Dengan fitnah, seseorang akan dilihat apakah dia akan menjadi orang baik atau tidak. "Kalau azab, lebih kepada siksaan buat orang-orang yang melakukan kesalahan dan kufur. Dan ini ada yang bersifat duniawi, ada yang bersifat ukhrawi," ujarnya.
Dilansir dari laman sotor.com, banyak yang beranggapan setiap musibah yang menimpa seseorang, seketika akan disebut sebagai hukuman atau azab Allah SWT. Padahal musibah itu bisa jadi disebabkan oleh tangan manusia sendiri.
Allah SWT berfirman:
وَمَآ أَصَٰبَكُم مِّن مُّصِيبَةٍ فَبِمَا كَسَبَتْ أَيْدِيكُمْ وَيَعْفُوا۟ عَن كَثِيرٍ
Artinya: "Dan apa saja musibah yang menimpa kamu maka adalah disebabkan oleh perbuatan tanganmu sendiri, dan Allah memaafkan sebagian besar (dari kesalahan-kesalahanmu)." (QS. Asy Syura: 30).
Perbedaan antara cobaan dan hukuman adalah bahwa cobaan, bisa berupa bencana alam atau kesusahan lain yang juga merupakan ujian untuk meningkatkan derajat seorang Muslim. Bahkan setiap kesulitan yang dilalui seorang Muslim juga sebagai penebus dosa yang telah dilakukan. Adapun musibah tidak terkategori sebagai cobaan bagi kaum musyrik atau kafir kepada Allah karena kondisi itu bukan untuk mengangkat derajat mereka.
Seperti diketahui, Allah tidak membiarkan setiap Mukmin tanpa cobaan. Allah berfirman:
أَحَسِبَ ٱلنَّاسُ أَن يُتْرَكُوٓا۟ أَن يَقُولُوٓا۟ ءَامَنَّا وَهُمْ لَا يُفْتَنُونَ
Artinya: "Apakah manusia itu mengira bahwa mereka dibiarkan (saja) mengatakan: "Kami telah beriman", sedang mereka tidak diuji lagi?" (QS. Al Ankabut: 2).
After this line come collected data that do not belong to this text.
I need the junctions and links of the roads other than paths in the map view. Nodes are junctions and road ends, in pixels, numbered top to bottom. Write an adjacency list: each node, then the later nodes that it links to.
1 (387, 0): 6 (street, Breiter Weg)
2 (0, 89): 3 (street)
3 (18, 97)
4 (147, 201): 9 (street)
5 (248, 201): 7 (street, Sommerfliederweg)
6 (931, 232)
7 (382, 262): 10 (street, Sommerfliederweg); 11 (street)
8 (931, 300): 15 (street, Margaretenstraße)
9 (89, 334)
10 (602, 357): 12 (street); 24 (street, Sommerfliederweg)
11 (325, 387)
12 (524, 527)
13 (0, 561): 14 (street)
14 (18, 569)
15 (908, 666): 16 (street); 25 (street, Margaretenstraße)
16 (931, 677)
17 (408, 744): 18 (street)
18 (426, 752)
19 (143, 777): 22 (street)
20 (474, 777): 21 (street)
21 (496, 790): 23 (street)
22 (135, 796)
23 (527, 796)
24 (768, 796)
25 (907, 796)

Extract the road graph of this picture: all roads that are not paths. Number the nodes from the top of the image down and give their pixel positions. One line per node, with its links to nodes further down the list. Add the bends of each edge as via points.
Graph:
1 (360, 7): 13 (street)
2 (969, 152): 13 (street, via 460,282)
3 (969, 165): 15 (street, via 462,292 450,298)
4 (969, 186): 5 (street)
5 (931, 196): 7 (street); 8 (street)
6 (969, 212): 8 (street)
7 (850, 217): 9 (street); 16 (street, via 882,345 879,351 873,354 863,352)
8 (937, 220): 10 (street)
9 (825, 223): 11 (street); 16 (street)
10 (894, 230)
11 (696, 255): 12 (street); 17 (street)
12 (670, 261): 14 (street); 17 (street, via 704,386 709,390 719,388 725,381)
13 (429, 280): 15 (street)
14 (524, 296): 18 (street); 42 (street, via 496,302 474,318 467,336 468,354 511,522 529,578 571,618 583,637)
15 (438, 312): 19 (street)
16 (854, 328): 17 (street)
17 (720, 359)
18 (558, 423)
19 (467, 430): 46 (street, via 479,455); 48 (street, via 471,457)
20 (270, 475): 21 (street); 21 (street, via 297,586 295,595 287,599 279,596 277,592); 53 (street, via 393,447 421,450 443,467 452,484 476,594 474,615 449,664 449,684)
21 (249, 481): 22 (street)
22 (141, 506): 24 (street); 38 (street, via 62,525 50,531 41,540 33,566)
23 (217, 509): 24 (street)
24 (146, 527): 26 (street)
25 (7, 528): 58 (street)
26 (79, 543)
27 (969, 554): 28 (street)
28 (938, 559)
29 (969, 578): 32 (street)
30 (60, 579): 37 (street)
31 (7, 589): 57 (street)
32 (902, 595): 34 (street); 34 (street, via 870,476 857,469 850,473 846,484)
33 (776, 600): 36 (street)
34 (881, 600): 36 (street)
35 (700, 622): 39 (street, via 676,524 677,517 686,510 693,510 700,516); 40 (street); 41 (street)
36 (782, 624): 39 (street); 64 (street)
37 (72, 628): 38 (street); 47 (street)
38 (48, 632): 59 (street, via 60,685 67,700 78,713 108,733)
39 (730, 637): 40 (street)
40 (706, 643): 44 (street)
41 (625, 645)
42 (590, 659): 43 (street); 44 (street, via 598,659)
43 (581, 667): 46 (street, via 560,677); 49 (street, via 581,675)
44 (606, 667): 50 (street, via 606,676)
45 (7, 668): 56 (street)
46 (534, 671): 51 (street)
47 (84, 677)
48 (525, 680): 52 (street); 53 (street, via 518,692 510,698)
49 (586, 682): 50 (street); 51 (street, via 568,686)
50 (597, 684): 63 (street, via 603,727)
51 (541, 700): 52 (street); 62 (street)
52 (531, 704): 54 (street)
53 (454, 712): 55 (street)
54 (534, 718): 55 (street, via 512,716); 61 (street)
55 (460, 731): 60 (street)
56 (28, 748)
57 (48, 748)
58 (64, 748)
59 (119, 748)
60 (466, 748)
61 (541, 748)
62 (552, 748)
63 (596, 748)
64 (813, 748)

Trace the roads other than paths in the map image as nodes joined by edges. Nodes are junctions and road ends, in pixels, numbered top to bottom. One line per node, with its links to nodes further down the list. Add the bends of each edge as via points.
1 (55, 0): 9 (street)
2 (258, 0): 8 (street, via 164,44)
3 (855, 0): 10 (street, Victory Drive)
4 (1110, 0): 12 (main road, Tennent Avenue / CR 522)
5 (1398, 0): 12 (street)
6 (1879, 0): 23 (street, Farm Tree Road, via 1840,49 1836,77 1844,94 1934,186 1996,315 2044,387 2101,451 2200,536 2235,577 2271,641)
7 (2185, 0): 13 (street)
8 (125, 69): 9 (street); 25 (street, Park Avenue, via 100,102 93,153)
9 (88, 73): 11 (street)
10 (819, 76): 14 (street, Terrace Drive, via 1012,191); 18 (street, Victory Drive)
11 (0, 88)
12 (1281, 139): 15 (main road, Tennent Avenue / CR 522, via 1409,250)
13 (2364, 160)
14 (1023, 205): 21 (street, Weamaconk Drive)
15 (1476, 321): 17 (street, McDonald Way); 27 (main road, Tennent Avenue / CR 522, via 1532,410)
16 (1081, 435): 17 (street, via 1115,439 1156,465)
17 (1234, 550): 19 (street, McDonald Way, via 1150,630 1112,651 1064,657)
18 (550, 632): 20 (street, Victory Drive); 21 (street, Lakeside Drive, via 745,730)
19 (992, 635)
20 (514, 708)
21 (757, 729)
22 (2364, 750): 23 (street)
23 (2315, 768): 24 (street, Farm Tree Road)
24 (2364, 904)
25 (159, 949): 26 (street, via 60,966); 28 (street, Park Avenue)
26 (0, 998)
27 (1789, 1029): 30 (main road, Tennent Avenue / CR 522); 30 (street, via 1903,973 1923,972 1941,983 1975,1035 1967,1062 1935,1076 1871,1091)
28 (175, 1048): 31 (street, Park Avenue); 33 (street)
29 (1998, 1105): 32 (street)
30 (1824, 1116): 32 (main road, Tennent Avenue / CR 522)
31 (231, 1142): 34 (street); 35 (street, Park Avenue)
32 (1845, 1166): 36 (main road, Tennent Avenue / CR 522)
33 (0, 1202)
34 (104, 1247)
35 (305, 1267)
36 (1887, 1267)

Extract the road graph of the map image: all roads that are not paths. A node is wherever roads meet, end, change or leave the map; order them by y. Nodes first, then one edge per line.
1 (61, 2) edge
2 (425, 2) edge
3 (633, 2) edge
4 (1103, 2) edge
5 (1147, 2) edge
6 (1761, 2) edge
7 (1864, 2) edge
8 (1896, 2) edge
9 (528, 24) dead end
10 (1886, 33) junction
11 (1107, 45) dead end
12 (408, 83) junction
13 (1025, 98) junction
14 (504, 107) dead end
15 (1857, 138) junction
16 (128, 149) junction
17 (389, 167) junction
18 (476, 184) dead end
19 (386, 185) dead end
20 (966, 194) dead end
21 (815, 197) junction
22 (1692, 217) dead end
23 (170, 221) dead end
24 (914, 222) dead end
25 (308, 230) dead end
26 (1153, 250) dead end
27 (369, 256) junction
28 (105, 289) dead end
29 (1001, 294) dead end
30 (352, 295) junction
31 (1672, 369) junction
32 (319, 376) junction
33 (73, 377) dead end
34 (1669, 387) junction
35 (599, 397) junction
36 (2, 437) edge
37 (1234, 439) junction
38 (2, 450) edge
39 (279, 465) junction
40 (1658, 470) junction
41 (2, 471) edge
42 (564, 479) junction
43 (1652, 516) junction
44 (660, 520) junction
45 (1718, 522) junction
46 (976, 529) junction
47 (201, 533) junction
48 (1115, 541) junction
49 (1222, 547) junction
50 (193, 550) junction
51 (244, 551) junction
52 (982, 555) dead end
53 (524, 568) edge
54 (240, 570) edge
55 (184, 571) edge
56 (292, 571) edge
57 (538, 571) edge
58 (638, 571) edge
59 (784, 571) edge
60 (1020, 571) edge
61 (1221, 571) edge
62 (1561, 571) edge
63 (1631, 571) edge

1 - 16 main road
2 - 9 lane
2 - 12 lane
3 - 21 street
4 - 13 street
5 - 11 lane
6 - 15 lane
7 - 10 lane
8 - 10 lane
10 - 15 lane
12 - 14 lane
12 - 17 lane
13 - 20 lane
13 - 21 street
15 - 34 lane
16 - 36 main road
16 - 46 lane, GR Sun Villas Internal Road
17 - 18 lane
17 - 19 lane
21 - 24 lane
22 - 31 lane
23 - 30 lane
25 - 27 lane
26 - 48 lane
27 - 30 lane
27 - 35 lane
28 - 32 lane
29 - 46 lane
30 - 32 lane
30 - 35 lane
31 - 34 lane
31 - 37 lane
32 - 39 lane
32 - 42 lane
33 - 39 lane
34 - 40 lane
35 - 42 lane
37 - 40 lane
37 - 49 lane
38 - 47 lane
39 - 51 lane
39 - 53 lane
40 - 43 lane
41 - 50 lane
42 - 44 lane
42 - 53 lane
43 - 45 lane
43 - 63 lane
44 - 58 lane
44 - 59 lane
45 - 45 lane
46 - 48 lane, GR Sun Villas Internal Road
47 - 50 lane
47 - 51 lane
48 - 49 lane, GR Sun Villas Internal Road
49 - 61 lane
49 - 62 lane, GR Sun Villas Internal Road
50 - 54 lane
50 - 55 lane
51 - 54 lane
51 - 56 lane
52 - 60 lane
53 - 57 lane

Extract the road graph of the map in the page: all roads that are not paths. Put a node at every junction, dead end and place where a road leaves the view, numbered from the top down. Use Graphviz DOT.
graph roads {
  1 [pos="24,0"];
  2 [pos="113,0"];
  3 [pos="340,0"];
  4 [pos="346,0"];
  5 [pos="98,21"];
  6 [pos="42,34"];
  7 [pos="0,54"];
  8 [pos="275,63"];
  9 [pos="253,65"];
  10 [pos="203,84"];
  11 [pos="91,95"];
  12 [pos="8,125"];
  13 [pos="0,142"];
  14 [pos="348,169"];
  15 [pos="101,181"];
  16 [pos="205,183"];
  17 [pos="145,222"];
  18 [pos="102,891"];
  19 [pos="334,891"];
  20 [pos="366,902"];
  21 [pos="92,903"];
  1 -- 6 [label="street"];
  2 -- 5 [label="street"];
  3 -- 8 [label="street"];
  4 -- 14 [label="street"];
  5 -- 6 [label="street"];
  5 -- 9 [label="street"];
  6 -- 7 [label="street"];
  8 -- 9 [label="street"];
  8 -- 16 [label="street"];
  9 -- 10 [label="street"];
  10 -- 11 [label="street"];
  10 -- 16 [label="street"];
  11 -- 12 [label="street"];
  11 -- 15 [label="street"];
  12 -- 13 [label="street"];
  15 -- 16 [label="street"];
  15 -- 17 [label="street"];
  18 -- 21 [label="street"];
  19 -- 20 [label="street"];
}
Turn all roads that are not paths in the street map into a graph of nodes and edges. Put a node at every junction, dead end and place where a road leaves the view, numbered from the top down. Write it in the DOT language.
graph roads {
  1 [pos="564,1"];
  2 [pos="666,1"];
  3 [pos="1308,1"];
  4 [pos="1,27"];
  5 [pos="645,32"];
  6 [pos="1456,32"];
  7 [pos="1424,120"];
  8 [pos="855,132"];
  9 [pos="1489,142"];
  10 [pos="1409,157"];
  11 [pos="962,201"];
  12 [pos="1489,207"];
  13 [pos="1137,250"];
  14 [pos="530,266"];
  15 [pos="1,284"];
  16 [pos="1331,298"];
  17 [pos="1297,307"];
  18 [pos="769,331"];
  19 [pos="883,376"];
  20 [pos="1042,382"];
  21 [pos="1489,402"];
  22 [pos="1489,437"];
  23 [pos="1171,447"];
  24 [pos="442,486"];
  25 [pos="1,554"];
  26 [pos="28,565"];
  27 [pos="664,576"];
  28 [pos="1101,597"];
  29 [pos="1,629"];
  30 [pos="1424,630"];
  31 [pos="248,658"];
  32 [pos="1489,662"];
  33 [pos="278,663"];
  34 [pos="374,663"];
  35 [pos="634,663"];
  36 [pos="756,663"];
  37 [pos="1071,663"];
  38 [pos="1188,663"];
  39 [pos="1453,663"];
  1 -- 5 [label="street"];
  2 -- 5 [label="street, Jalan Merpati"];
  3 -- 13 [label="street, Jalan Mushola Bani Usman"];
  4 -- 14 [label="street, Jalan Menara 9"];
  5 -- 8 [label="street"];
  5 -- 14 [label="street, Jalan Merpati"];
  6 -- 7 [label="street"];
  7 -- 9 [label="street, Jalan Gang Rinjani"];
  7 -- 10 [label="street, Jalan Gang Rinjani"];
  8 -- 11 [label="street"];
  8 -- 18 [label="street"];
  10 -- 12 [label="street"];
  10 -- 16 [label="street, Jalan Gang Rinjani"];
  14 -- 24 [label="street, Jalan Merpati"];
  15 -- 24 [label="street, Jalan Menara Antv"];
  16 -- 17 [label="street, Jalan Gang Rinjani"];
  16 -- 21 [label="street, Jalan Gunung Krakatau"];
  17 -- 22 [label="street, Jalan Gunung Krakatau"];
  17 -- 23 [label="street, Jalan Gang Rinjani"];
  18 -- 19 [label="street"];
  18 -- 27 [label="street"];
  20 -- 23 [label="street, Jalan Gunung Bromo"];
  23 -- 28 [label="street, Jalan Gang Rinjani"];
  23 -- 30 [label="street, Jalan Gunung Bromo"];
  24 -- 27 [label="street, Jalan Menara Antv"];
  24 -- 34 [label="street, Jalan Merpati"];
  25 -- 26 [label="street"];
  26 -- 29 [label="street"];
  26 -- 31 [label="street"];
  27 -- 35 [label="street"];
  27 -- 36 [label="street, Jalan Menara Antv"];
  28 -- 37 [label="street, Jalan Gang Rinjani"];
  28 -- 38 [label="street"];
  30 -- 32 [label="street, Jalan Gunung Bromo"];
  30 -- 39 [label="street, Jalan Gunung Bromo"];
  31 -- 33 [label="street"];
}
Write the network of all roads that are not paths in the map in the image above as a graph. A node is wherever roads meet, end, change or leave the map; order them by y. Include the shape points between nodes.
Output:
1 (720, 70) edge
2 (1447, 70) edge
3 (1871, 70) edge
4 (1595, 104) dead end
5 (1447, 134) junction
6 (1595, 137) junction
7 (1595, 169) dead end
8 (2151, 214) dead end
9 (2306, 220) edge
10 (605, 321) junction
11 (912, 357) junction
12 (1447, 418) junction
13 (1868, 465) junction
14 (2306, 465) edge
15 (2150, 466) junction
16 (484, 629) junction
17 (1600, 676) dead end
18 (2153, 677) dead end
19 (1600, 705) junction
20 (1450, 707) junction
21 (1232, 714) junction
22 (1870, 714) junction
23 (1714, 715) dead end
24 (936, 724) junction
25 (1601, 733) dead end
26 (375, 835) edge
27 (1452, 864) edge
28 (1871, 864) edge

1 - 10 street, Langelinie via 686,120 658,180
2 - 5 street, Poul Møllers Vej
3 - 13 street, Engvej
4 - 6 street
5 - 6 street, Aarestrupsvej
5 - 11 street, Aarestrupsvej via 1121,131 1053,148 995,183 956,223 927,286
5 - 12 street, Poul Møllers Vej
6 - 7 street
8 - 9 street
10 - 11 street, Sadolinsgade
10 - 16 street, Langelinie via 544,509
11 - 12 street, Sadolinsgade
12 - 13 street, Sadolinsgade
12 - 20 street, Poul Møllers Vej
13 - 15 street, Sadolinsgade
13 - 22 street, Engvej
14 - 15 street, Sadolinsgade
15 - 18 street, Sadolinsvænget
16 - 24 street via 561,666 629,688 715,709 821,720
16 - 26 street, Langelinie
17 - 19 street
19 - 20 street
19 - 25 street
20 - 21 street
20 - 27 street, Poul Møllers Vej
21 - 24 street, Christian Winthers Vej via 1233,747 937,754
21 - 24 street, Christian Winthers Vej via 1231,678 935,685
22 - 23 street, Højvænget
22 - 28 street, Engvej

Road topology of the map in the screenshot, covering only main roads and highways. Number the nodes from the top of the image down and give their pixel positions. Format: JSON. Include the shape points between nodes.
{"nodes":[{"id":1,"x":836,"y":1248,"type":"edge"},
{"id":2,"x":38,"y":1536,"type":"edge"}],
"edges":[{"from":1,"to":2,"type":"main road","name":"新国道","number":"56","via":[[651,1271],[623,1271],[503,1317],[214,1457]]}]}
Bahkan orang-orang mulia dengan level Nabi, justru menjadi manusia yang paling berat cobaannya. Nabi bersabda:
حَدَّثَنَا قُتَيْبَةُ حَدَّثَنَا حَمَّادُ بْنُ زَيْدٍ عَنْ عَاصِمِ بْنِ بَهْدَلَةَ عَنْ مُصْعَبِ بْنِ سَعْدٍ عَنْ أَبِيهِ قَالَ قُلْتُ يَا رَسُولَ اللَّهِ أَيُّ النَّاسِ أَشَدُّ بَلَاءً قَالَ الْأَنْبِيَاءُ ثُمَّ الْأَمْثَلُ فَالْأَمْثَلُ فَيُبْتَلَى الرَّجُلُ عَلَى حَسَبِ دِينِهِ فَإِنْ كَانَ دِينُهُ صُلْبًا اشْتَدَّ بَلَاؤُهُ وَإِنْ كَانَ فِي دِينِهِ رِقَّةٌ ابْتُلِيَ عَلَى حَسَبِ دِينِهِ فَمَا يَبْرَحُ الْبَلَاءُ بِالْعَبْدِ حَتَّى يَتْرُكَهُ يَمْشِي عَلَى الْأَرْضِ مَا عَلَيْهِ خَطِيئَةٌ
Artinya: "Telah menceritakan kepada kami [Qutaibah] telah menceritakan kepada kami [Hammad bin Zaid] dari ['Ashim bin Bahdalah] dari [Mush'ab bin Sa'ad] dari [ayahnya] berkata: Aku berkata: Wahai Rasulullah, siapakah manusia yang paling berat ujiannya? Beliau menjawab: "Para nabi, kemudian yang sepertinya, kemudian yang sepertinya, sungguh seseorang itu diuji berdasarkan agamanya, bila agamanya kuat, ujiannya pun berat, sebaliknya bila agamanya lemah, ia diuji berdasarkan agamanya, ujian tidak akan berhenti menimpa seorang hamba hingga ia berjalan di muka bumi dengan tidak mempunyai kesalahan." (HR. Tirmidzi).